Leonardo found these words in one of his old note-books, written five years earlier with the buoyancy of hope. Opposite was the sketch of a machine; a beam, to which by means of iron rods, were attached wings to be moved by cords and pulleys. Now the apparatus seemed to him clumsy and absurd.

His new machine was like an enormous bat. The body of the wings was formed by five wooden fingers, like a skeleton hand, with many joints and pliant articulations. Tendons and muscles connecting these fingers were formed by strips of tanned leather and laces of raw silk. The wing rose by means of a crank and a moveable piston, and was covered by impermeable taffeta. It resembled the webbed foot of a goose. There were four wings moving in turn like the legs of a horse. Their length was forty braccia, their spread, eight. They bent backward for propulsion, and dropped to make the machine rise. A man was to sit in it astride, and with his feet in stirrups was to move the wings by a machinery of cords, blocks, and levers. A great rudder, feathered like the tail of a bird, was to be turned by his head.

But a bird, before the first flap of his wings carries him from the earth, must first raise himself by his feet. The short-legged swift, for instance, if placed upon the ground struggles but cannot fly. Therefore in the machine two cane stilts were indispensable, although their inelegance greatly disturbed the inventor. Perfection could not exist without beauty. He plunged into calculations, hoping to lay his finger on a blunder. Failing, he impatiently drew a pencil across a whole page of figures and wrote on the margin—

'Incorrect'; and presently, 'Satanasso!' He was enraged.
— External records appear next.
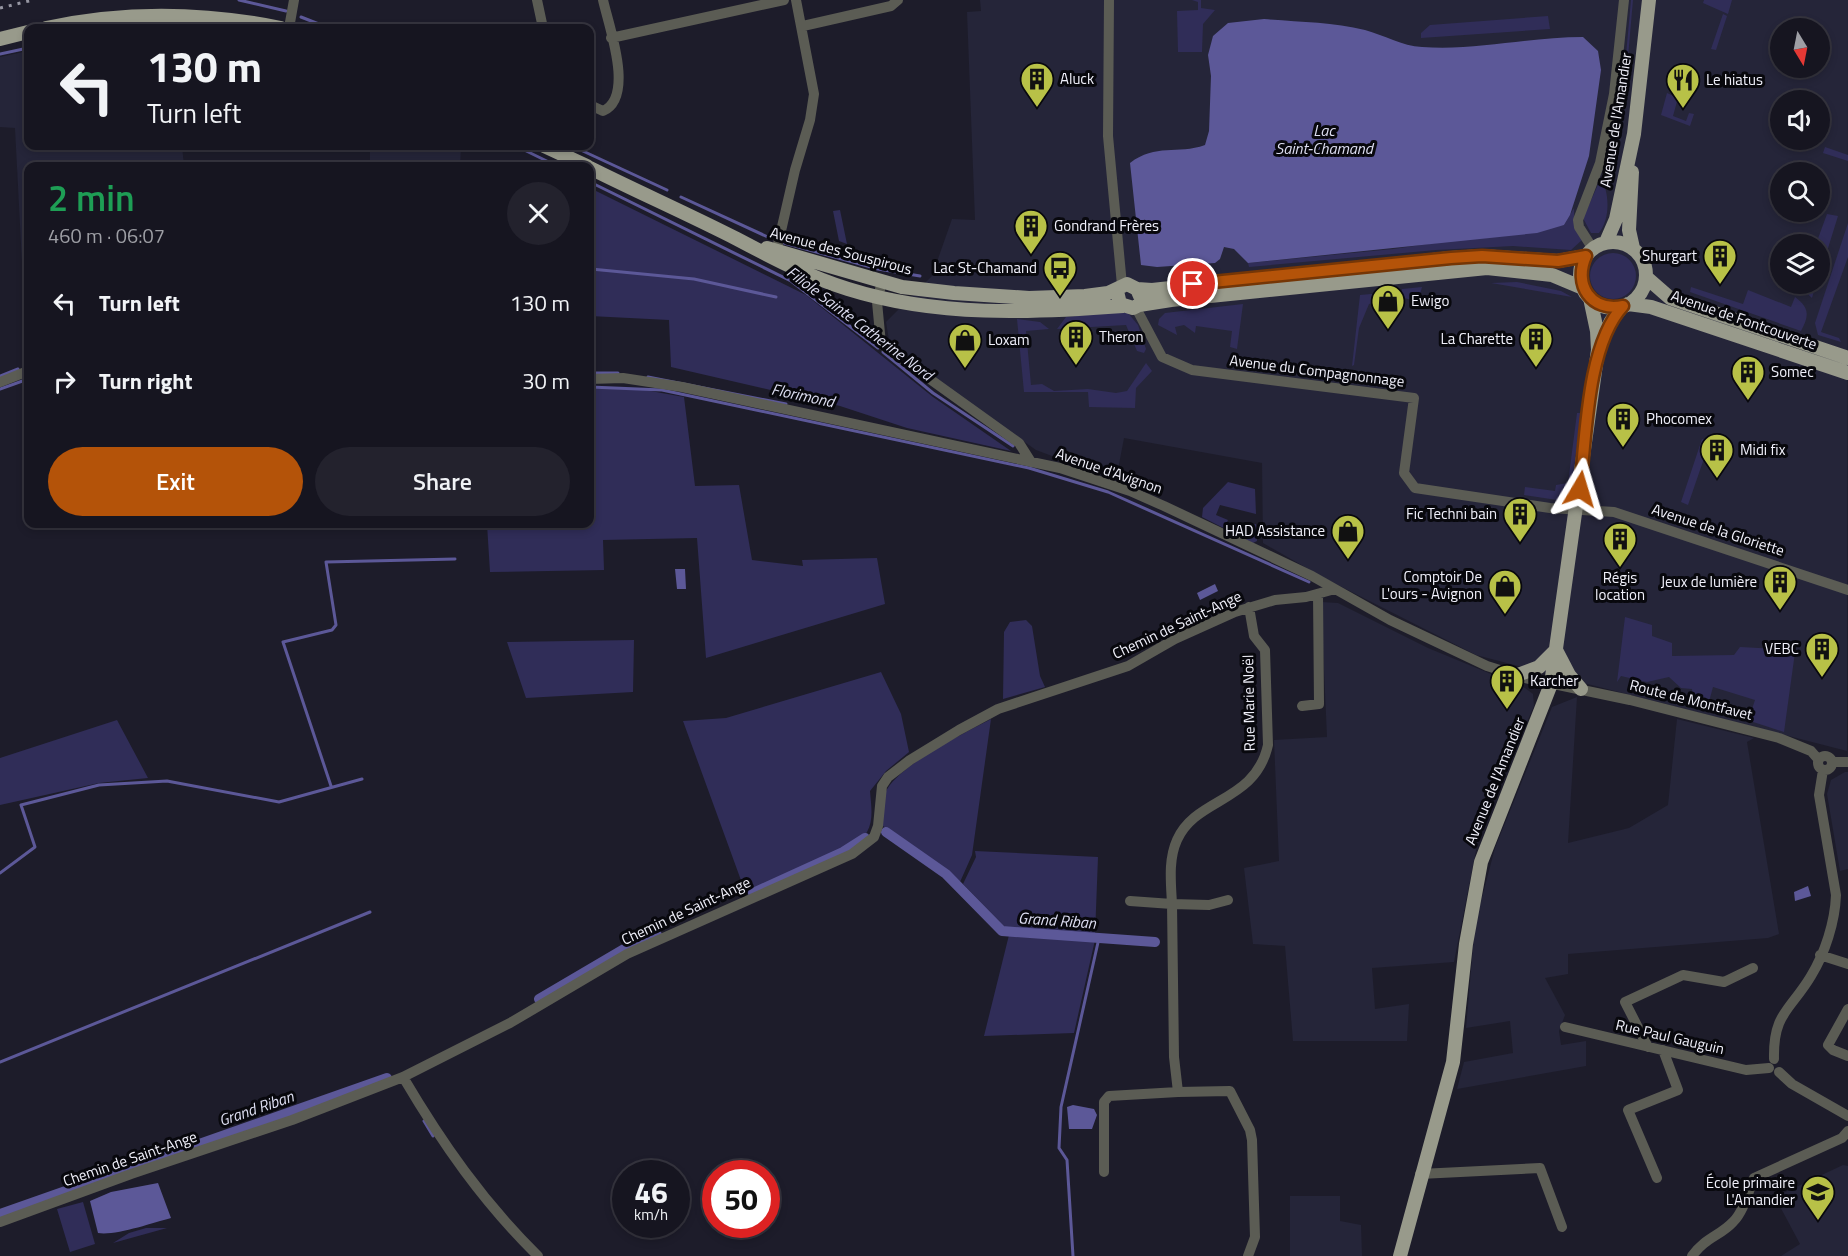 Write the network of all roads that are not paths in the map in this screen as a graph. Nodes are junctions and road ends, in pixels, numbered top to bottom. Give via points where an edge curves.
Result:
1 (294, 0) edge
2 (537, 0) edge
3 (603, 0) edge
4 (784, 0) edge
5 (796, 0) edge
6 (898, 0) edge
7 (1109, 0) edge
8 (1624, 0) edge
9 (1649, 0) edge
10 (69, 24) edge
11 (258, 24) edge
12 (290, 24) edge
13 (542, 24) edge
14 (803, 26) junction
15 (24, 33) edge
16 (611, 38) junction
17 (0, 39) edge
18 (594, 107) edge
19 (1634, 134) junction
20 (552, 150) edge
21 (578, 162) edge
22 (594, 170) edge
23 (1606, 242) junction
24 (1633, 248) junction
25 (1589, 252) junction
26 (776, 256) junction
27 (1646, 277) junction
28 (882, 281) junction
29 (1120, 288) junction
30 (1137, 289) junction
31 (1587, 293) junction
32 (878, 297) junction
33 (1625, 305) junction
34 (1132, 306) junction
35 (1598, 350) junction
36 (1848, 358) edge
37 (24, 373) edge
38 (1848, 373) edge
39 (594, 379) edge
40 (0, 382) edge
41 (1031, 462) junction
42 (1577, 509) junction
43 (1335, 589) junction
44 (1848, 590) edge
45 (1318, 594) junction
46 (1249, 608) junction
47 (1556, 650) junction
48 (1515, 676) junction
49 (1551, 684) junction
50 (1581, 689) junction
51 (1302, 706) dead end
52 (1848, 762) edge
53 (1820, 765) junction
54 (1130, 900) dead end
55 (1228, 900) dead end
56 (1172, 904) junction
57 (1820, 955) junction
58 (1848, 964) edge
59 (1753, 968) dead end
60 (1848, 1009) edge
61 (1565, 1027) dead end
62 (1648, 1047) junction
63 (1663, 1050) junction
64 (1848, 1056) edge
65 (1774, 1066) junction
66 (403, 1077) junction
67 (1178, 1092) junction
68 (1848, 1116) edge
69 (1848, 1131) edge
70 (1104, 1172) dead end
71 (1420, 1174) junction
72 (1658, 1178) dead end
73 (0, 1222) edge
74 (1562, 1227) dead end
75 (538, 1256) edge
76 (1248, 1256) edge
77 (1400, 1256) edge
78 (1692, 1256) edge

1 - 12 street
2 - 13 street
3 - 16 street
4 - 16 street
5 - 14 street
6 - 14 street via 891,6
7 - 29 street via 1108,136
8 - 25 street via 1614,94 1600,163 1578,220
9 - 19 main road, Avenue de l'Amandier
10 - 11 main road via 157,15
14 - 26 street via 814,94
15 - 17 main road
16 - 18 street via 620,82 618,97 612,107 603,111
19 - 23 main road, Avenue de l'Amandier via 1616,219
19 - 24 main road via 1629,220
20 - 21 main road, Avenue des Souspirous
22 - 26 main road, Avenue des Souspirous
23 - 24 main road
23 - 25 main road
24 - 27 main road via 1644,261
25 - 30 main road via 1558,261 1451,258
25 - 31 main road via 1580,277
26 - 28 main road, Avenue des Souspirous
26 - 32 main road, Avenue des Souspirous via 825,281
27 - 33 main road via 1641,293
27 - 36 main road, Avenue de Fontcouverte via 1670,298
28 - 29 main road, Avenue des Souspirous via 989,296 1079,296
28 - 32 street
29 - 30 main road
29 - 34 main road via 1116,298
30 - 34 main road via 1141,297
31 - 33 main road via 1606,307
31 - 34 main road, Avenue des Souspirous via 1552,274 1479,268
31 - 35 main road, Avenue de l'Amandier via 1598,331
32 - 34 main road, Avenue des Souspirous via 993,312
32 - 41 street via 881,344 1019,443
33 - 35 main road, Avenue de l'Amandier via 1611,321
33 - 38 main road, Avenue de Fontcouverte via 1651,307
34 - 42 street, Avenue du Compagnonnage via 1162,357 1192,370 1413,398 1404,473 1415,488
35 - 42 main road, Avenue de l'Amandier
37 - 40 street
39 - 41 street, Avenue d'Avignon via 622,378 672,386
41 - 43 street, Avenue d'Avignon via 1130,491
42 - 44 street, Avenue de la Gloriette via 1614,512
42 - 47 main road, Avenue de l'Amandier
43 - 45 street, Chemin de Saint-Ange
43 - 48 street, Avenue d'Avignon via 1439,645
45 - 46 street, Chemin de Saint-Ange
45 - 51 street via 1319,705
46 - 56 street, Rue Marie Noël via 1254,636 1265,650 1265,758 1244,787 1206,810 1177,839 1171,864
46 - 66 street, Chemin de Saint-Ange via 1175,639 1128,666 998,709 959,730 888,777 882,786 874,837 852,854 627,954 510,1023
47 - 48 main road via 1539,667
47 - 49 main road, Avenue de l'Amandier
47 - 50 main road
48 - 49 street, Avenue d'Avignon
49 - 50 street, Route de Montfavet
49 - 71 main road, Avenue de l'Amandier via 1481,862 1466,944 1453,1062
50 - 53 street, Route de Montfavet via 1779,738 1811,751
52 - 53 street via 1833,762 1826,755
53 - 57 street via 1819,795 1836,895 1833,918
54 - 56 street
55 - 56 street via 1209,905
56 - 67 street, Rue Marie Noël
57 - 58 street
57 - 65 street via 1812,975 1777,1023
59 - 62 street via 1724,982 1683,975 1625,1002
60 - 64 street via 1828,1045
61 - 62 street, Rue Paul Gauguin
62 - 63 street, Rue Paul Gauguin
63 - 65 street, Rue Paul Gauguin via 1746,1070
63 - 72 street via 1678,1090 1628,1110
65 - 68 street via 1792,1084
66 - 73 street, Chemin de Saint-Ange
66 - 75 street via 440,1140 503,1221
67 - 70 street via 1109,1096 1104,1102
67 - 76 street via 1230,1091 1250,1130 1255,1237
69 - 78 street via 1842,1138 1754,1178 1737,1218 1701,1244
71 - 74 street via 1540,1168
71 - 77 main road, Avenue de l'Amandier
Then he recommenced; but his calculations became more and more confused, and the scarce perceptible error grew increasingly distinct, as he worked on and on by the light of a flickering candle which offended his eyes.

Then his cat, suddenly waking, leaped on the work-table, stretched himself, humped his back, and began to play with a moth-eaten scarecrow of a stuffed bird dangling from a wooden perch—a contrivance for studying the centre of gravity in the act of flight. The inventor pushed the cat angrily away, nearly knocking him down and causing a plaintive mewing.

'Bless your heart! you may go where you like so long as you don't interfere with me,' said Leonardo apologetically, rubbing the smooth, black fur which emitted electric sparks. The cat purred, sat down majestically, doubling his velvet paws under him, and fixing on his master steady green eyes full of self-satisfaction and mystery.

Once more figures, fractions, brackets, equations, cubic and square roots appeared upon the paper. It was the second night he had passed without sleep; for a whole month since his return from Florence he had scarcely set foot outside the house, but had worked unceasingly at the flying-machine.

The branches of a white acacia intruded through an open window, and sometimes cast on the table their tender, odorous blossoms. The moonlight, softened by a mist of clouds, tinted like mother-o'-pearl, flooded the chamber, and mingled with the murky illumination from the tallow candle. The room was choked with machinery and instruments, astronomical, physical, chemical, mechanical, and anatomical. Wheels, levers, springs, screws, chimneys, pistons, arcs, suction-tubes, brass, steel, iron, and glass, like the limbs of half-seen monsters or colossal insects, peered out of the darkness. There was a diving-bell, beside it the dulled crystal of an optical apparatus resembling a great eye; then the skeleton of a horse, a stuffed crocodile, a human abortion preserved in spirit, a pair of boat-shaped shoes for walking on the water, and lastly, the clay head of a child or of an angel, strayed hither from the sculptor's studio, and smiling slyly and mournfully at its surroundings. In the background was a crucible and blacksmith's bellows, and coals lay red upon the ashes of a furnace. Gigantic wings, one still bare, the other already invested with its membrane, were spread out over all the room, dominating the whole from floor to ceiling. And sprawling on the ground, with nodding head, lay a man, Zoroastro, Leonardo's assistant, who had fallen asleep at his post, oil flowing from the blackened brass ladle which he held in his hand. One of the wings touched the chest of the sleeper, and was softly vibrating as he breathed; it seemed alive, and its sharp upper end rustled against the rafters of the ceiling.

In the uncertain light the machine, with this man between its extended and moving wings, was like some stupendous vampire ready to rise and fly.